» **Activity**: In the entries below, count every line with the word "other". Return only the count.

» **Stored items**:
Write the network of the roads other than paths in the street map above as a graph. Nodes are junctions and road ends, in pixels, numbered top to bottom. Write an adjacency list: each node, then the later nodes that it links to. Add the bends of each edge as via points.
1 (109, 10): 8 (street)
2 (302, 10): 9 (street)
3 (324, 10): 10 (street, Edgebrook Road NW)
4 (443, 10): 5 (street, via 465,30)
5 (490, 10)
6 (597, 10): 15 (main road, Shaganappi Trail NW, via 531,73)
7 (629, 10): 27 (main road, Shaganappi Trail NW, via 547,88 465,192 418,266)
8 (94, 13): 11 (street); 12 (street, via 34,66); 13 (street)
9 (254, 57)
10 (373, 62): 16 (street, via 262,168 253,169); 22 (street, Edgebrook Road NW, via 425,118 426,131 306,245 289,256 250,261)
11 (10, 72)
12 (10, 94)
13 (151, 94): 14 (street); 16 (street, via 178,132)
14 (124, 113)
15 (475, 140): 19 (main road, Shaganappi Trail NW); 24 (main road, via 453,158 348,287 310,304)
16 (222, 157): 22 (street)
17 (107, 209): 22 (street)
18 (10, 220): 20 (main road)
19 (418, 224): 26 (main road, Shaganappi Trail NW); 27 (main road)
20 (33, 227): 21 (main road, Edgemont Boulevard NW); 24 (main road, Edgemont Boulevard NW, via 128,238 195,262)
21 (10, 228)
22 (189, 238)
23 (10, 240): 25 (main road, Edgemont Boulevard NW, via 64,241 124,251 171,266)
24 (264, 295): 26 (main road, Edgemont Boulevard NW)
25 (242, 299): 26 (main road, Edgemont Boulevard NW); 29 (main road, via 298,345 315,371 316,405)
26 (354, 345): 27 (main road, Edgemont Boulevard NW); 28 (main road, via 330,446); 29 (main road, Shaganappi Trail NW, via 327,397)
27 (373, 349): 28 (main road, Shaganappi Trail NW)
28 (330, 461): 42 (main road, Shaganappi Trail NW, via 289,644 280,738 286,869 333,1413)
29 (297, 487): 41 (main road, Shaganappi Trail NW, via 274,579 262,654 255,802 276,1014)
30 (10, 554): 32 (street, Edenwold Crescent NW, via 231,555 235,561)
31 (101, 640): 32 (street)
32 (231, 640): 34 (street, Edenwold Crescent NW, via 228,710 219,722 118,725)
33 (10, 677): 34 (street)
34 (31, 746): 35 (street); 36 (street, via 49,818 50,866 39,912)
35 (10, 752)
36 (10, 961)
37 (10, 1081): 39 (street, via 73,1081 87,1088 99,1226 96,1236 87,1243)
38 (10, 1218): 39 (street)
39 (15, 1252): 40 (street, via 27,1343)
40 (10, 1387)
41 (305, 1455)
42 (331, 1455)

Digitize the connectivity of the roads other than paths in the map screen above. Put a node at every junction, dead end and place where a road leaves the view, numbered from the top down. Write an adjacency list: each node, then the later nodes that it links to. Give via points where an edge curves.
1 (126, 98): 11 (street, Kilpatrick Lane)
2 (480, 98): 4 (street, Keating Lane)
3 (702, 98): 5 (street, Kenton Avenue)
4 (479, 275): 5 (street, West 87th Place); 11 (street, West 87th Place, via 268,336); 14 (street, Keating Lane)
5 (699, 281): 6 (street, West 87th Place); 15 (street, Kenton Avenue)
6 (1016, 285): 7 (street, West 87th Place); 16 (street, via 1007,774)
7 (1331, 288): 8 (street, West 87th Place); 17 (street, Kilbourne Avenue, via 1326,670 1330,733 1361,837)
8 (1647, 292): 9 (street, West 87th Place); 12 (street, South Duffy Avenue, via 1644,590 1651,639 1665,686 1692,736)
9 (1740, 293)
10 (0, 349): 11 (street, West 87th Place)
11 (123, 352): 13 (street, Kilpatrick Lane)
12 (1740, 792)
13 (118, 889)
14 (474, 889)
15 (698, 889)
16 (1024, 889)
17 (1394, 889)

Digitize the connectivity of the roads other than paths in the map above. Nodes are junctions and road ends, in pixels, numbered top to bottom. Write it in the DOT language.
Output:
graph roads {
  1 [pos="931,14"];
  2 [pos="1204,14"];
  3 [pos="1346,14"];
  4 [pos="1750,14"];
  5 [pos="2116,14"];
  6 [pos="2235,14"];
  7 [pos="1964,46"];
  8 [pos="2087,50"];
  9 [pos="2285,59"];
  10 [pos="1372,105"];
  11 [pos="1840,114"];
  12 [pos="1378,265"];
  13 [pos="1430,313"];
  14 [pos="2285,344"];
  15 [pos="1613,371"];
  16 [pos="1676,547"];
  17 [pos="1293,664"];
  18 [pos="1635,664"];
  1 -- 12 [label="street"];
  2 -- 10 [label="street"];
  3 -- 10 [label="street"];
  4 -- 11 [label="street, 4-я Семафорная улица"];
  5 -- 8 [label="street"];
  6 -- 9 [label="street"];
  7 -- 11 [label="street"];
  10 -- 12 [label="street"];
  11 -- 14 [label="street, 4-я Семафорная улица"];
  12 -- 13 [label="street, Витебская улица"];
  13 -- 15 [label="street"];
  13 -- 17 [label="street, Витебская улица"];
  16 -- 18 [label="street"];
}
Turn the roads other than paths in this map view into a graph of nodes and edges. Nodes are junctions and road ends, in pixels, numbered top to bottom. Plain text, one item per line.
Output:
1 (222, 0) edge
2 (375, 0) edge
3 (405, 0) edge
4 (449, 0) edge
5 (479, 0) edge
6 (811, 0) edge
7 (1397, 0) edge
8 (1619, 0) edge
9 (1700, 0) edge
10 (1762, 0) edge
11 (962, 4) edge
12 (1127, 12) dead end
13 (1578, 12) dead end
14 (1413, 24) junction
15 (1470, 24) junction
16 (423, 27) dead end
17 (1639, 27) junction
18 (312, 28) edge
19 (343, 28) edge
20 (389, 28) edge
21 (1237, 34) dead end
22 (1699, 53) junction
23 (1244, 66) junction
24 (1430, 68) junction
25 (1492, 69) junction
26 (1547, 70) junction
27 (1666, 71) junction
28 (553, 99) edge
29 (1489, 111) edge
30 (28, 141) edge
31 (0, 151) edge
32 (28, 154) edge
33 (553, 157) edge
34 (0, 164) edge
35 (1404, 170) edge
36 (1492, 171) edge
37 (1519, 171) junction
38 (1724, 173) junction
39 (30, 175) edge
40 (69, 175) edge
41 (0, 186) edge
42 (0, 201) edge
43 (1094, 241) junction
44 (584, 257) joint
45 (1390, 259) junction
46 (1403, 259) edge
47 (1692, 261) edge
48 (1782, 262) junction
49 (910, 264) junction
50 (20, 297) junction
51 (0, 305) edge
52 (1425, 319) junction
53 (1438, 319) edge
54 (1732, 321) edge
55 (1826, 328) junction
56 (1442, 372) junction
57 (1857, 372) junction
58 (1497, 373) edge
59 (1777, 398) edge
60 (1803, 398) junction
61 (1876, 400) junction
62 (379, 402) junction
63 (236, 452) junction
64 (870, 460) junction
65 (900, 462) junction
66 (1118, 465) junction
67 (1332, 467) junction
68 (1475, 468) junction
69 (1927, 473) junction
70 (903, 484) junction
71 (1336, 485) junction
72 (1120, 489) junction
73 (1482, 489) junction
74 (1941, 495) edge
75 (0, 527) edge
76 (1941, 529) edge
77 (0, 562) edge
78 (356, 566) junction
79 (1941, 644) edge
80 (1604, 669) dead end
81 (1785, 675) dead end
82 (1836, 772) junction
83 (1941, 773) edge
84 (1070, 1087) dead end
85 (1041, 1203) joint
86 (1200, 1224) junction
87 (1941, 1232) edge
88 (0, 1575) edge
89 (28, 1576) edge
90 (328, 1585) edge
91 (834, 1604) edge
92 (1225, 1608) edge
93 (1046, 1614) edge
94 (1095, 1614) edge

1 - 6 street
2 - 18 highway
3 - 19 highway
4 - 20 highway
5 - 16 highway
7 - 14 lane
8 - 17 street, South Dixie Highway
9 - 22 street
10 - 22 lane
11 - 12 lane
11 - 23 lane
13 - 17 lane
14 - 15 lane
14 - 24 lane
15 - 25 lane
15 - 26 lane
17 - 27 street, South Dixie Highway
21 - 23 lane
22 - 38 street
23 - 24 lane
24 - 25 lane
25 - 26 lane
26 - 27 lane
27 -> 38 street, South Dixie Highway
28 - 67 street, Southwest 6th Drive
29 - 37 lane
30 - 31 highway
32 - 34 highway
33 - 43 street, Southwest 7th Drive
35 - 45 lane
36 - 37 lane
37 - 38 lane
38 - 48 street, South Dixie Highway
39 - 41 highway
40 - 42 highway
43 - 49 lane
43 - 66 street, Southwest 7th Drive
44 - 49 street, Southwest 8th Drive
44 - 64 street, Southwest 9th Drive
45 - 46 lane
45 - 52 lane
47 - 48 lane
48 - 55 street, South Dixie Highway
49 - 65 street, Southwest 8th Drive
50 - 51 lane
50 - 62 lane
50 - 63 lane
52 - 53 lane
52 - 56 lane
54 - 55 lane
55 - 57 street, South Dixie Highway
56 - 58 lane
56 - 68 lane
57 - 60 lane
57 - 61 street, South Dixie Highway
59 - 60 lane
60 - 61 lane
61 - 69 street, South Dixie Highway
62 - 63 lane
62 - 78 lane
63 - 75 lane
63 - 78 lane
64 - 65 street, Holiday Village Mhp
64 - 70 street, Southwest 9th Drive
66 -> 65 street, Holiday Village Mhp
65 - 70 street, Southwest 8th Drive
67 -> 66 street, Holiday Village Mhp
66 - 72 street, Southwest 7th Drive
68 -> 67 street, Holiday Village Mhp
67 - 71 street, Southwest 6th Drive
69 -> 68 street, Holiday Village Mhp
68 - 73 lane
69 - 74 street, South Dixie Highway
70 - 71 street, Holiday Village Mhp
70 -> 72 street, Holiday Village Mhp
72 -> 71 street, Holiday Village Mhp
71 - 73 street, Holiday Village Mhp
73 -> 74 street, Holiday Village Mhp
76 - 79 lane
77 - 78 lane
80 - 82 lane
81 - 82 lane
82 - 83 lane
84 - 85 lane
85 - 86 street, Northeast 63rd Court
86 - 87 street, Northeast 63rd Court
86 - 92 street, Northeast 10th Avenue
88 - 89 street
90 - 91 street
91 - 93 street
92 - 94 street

» **Written answer**: 4